## Exercise brief
Scan the records below, and wherever a line has the word "Lotzowa", pull it out.

## Records to process
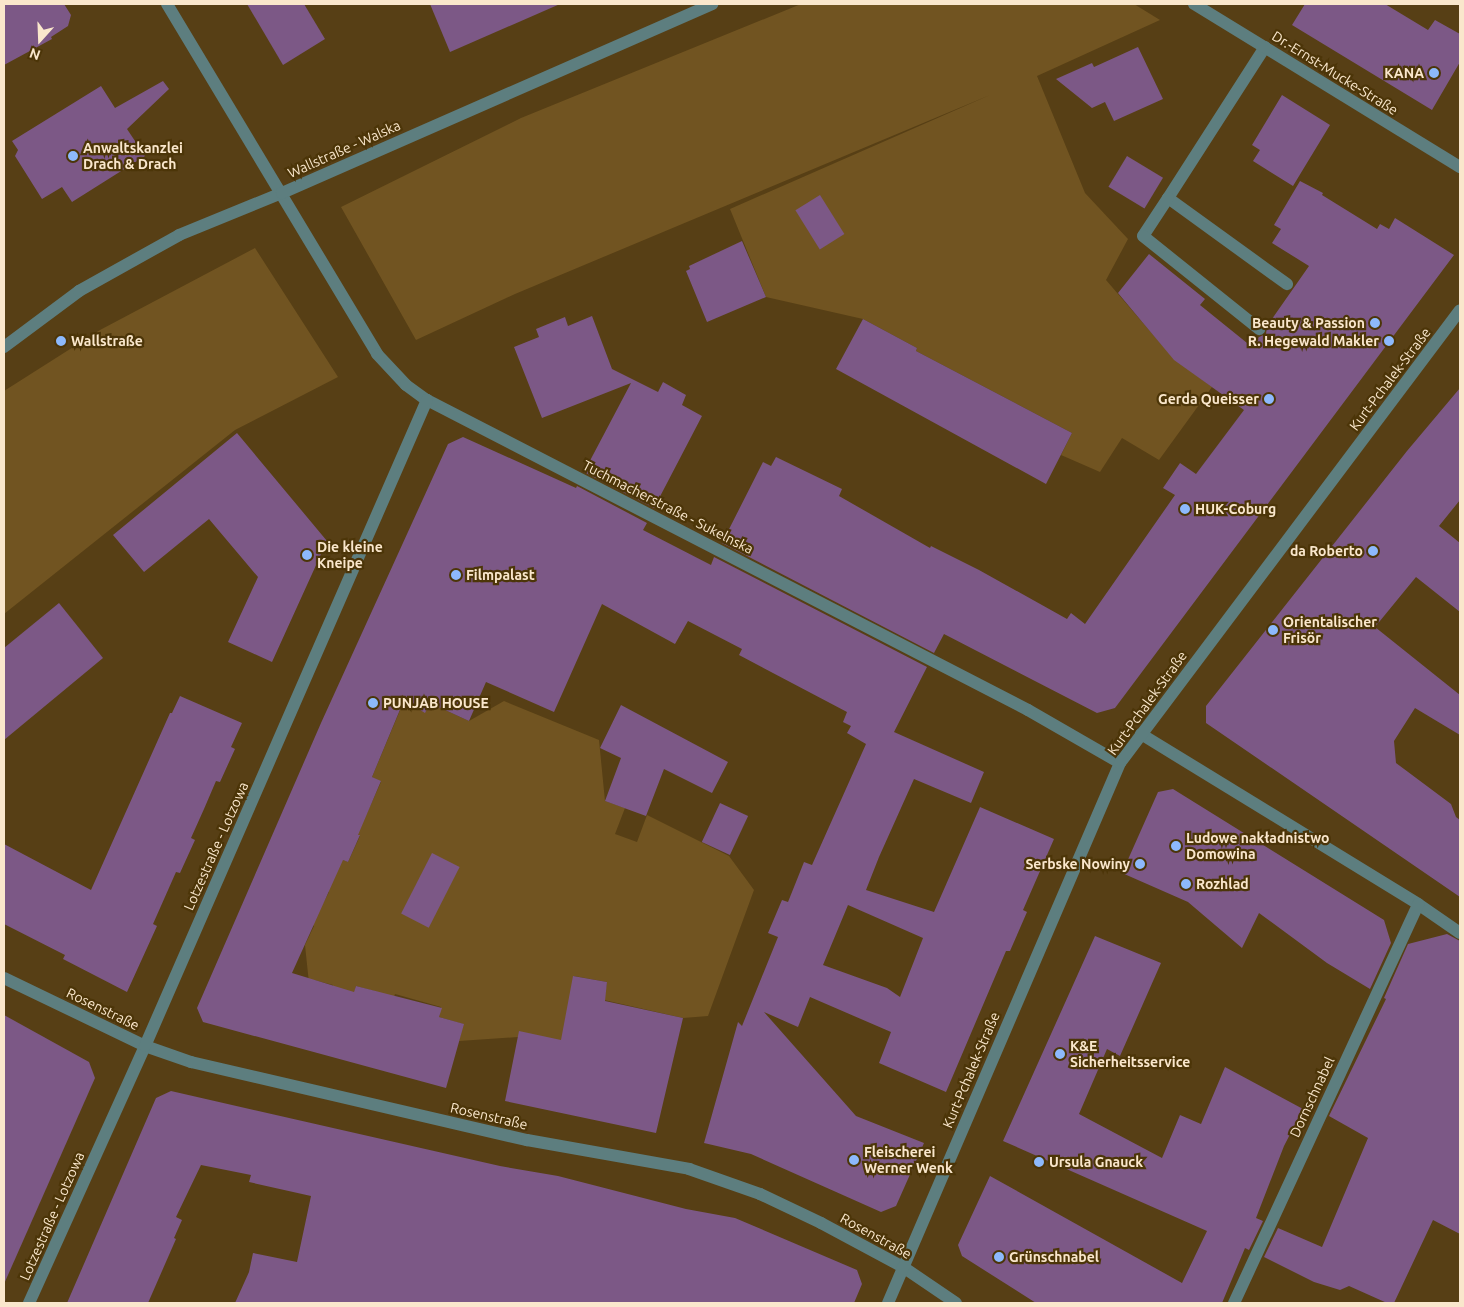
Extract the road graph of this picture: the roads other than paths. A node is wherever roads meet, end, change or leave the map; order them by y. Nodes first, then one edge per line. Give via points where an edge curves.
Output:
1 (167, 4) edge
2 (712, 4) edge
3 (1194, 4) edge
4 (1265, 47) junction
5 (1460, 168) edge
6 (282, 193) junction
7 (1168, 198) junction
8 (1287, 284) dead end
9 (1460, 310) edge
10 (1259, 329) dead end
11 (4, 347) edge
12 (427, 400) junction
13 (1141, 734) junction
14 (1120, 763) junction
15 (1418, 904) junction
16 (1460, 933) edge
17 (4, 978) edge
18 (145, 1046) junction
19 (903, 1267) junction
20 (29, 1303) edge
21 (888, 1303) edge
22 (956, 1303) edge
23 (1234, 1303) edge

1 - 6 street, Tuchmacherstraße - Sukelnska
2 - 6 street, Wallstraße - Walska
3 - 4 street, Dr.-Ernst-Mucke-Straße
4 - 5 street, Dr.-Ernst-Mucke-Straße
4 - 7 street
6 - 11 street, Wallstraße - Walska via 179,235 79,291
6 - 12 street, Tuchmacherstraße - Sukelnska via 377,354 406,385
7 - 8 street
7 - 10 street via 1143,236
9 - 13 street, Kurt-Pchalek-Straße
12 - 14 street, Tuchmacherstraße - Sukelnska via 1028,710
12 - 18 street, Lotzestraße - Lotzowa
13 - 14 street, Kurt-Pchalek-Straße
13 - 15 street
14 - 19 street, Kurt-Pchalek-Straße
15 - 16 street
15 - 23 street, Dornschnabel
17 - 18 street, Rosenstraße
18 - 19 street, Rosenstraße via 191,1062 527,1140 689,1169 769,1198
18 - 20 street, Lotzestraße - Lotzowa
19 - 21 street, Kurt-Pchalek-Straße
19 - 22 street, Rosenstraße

## Task answer
12 - 18 street, Lotzestraße - Lotzowa
18 - 20 street, Lotzestraße - Lotzowa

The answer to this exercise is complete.